By Aline Reynolds
Amid leftover snow and ice from the recent snowstorms, joggers and dog walkers on a recent weekday made their way up and down the East River Park’s new promenade, which is nearly fully complete.
Structural renovations to the park, which began in mid-2005, are slated for completion by early spring, according to John Natoli, chief engineer of the city’s Parks Department.
Workers are now finishing the final 600 feet of the new, 6,600-foot riverfront walkway, the key component of the construction project. Joggers, walkers and skateboarders will soon have use of the esplanade’s full length. The project’s landscaping will be completed by early summer, in time for the park’s peak-usage summer months.

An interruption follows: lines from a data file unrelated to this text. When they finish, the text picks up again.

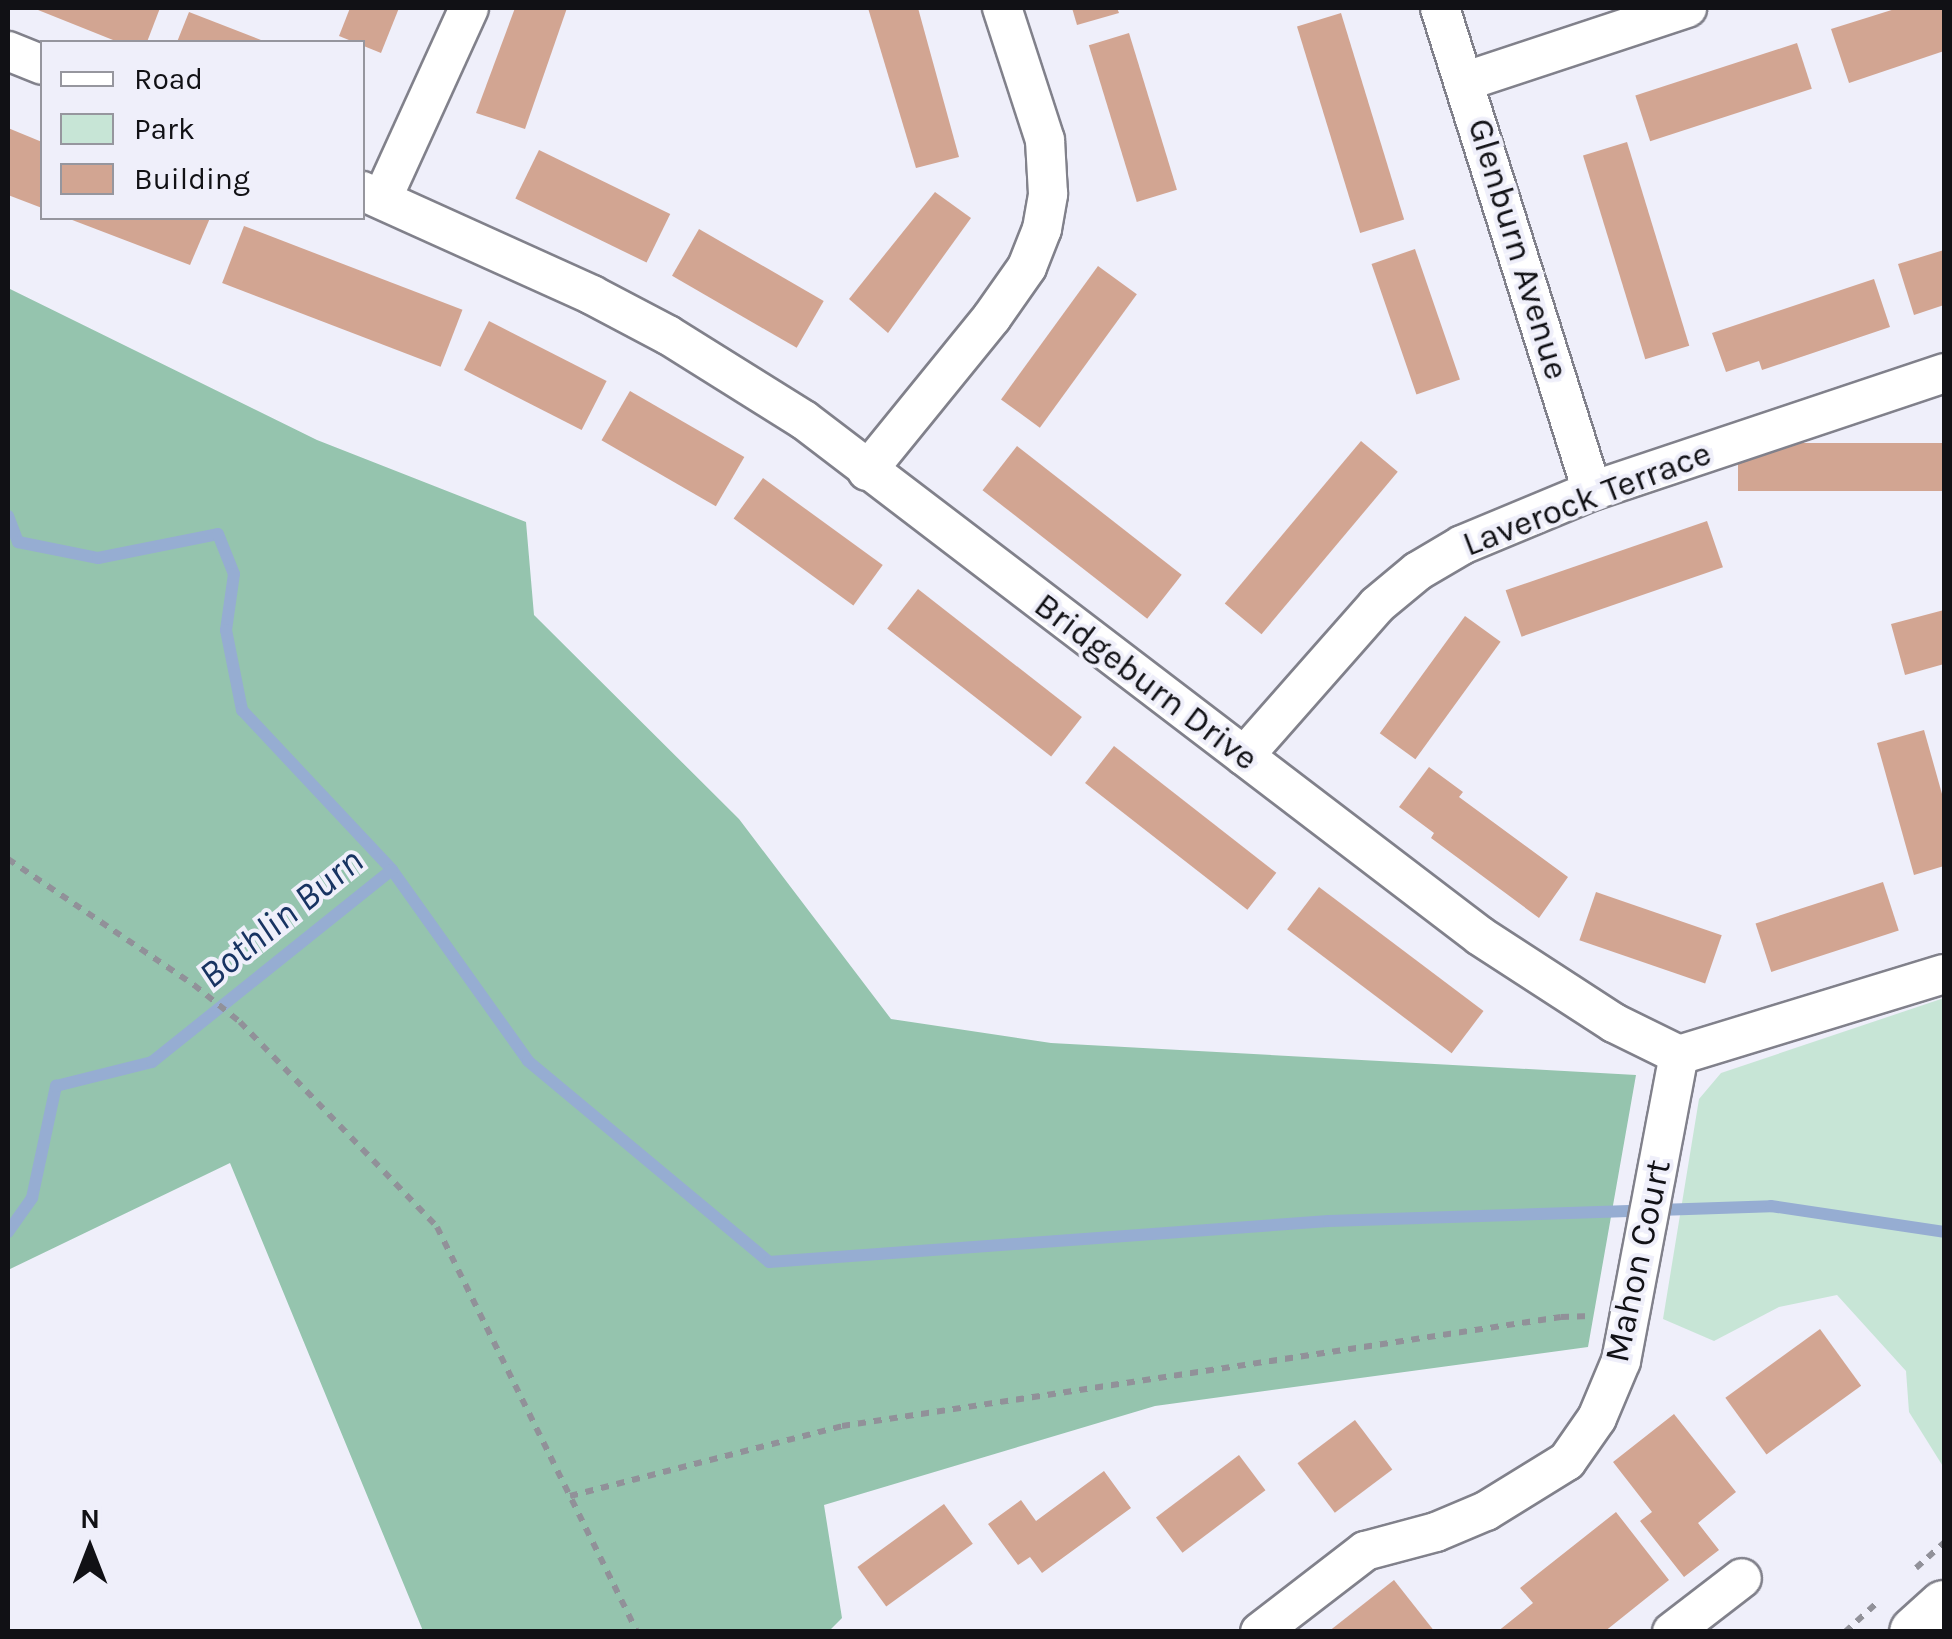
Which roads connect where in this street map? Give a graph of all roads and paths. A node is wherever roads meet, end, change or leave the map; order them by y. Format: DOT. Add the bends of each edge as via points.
graph roads {
  1 [pos="469,8"];
  2 [pos="1002,8"];
  3 [pos="1440,8"];
  4 [pos="1687,8"];
  5 [pos="8,51"];
  6 [pos="40,64"];
  7 [pos="1466,81"];
  8 [pos="372,195"];
  9 [pos="1944,373"];
  10 [pos="868,471"];
  11 [pos="1592,491"];
  12 [pos="1244,756"];
  13 [pos="8,859"];
  14 [pos="1944,974"];
  15 [pos="1679,1055"];
  16 [pos="1631,1315"];
  17 [pos="570,1496"];
  18 [pos="1742,1578"];
  19 [pos="1944,1606"];
  20 [pos="1271,1628"];
  21 [pos="637,1632"];
  22 [pos="1672,1632"];
  23 [pos="1915,1632"];
  1 -- 8 [label="street"];
  2 -- 10 [label="street" via="1044,140 1048,194 1042,229 992,317"];
  3 -- 7 [label="street, Glenburn Avenue"];
  4 -- 7 [label="street"];
  5 -- 6 [label="street"];
  7 -- 11 [label="street, Glenburn Avenue"];
  8 -- 10 [label="street, Bridgeburn Drive" via="668,335 804,420"];
  9 -- 11 [label="street, Laverock Terrace"];
  10 -- 12 [label="street, Bridgeburn Drive"];
  11 -- 12 [label="street, Laverock Terrace" via="1502,525 1418,570 1334,648"];
  12 -- 15 [label="street, Bridgeburn Drive" via="1480,936 1614,1023"];
  13 -- 17 [label="path" via="240,1022 436,1227"];
  14 -- 15 [label="street"];
  15 -- 16 [label="street, Mahon Court"];
  16 -- 17 [label="path" via="1561,1317 842,1426"];
  16 -- 20 [label="street, Mahon Court" via="1597,1418 1567,1461 1486,1511 1364,1551"];
  17 -- 21 [label="path"];
  18 -- 22 [label="street"];
  19 -- 23 [label="main road"];
}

The $84 million in refurbishments, funded by the city, involved replacing 65-year-old sewers and the concrete that made up the former walkway.
Redoing the promenade, a 2-mile stretch from 14th St. down to Cherry St., was the project’s most challenging aspect, Natoli said, since it required removal of the old walkway’s wooden piles and support structures and crumbling concrete slabs. The timber, which had limited strength, was used in abundance to uphold the old platform.
The crew built two embayment bridges — which will no doubt be popular with fishermen, though they are for use by all parkgoers — each with its own set of fluorescent lights. Each embayment bridge cost more than $1 million. Construction of the northern bridge, at E. Fourth St., was completed last May. The southern bridge, at Delancey St., will be finished by August.
Boulders are being used to replace the former timber piles in these areas, placed between the embayment bridges and the promenade to absorb the impact of the water’s waves.
“It was supposed to be just grass, but we found out it’d get destroyed in the storms,” Natoli said, of the decision to go with boulders.
To its west, the promenade is bordered by ball fields, playgrounds and tennis courts, which the Parks team spruced up by eliminating paving cracks and adding gravel, where appropriate, as well as fencing and lighting.
The Parks Department worked with the city’s Department of Environmental Conservation in making sure they created an esplanade that is environmentally friendly. The new platform is impervious to erosion, since the steel platform was constructed above the water’s high-tide levels, according to Mohamed Ayoub, administrative construction engineer for the Parks Department. And since it’s at a greater height than the old platform, Natoli explained, the new walkway also allows fish to swim underneath.
The park’s Fire Boat House, where Ayoub and his colleagues are based, also needed stabilization, “or it would have fallen into the river,” Natoli said. The Fire Boat House also is home to the Lower East Side Ecology Center.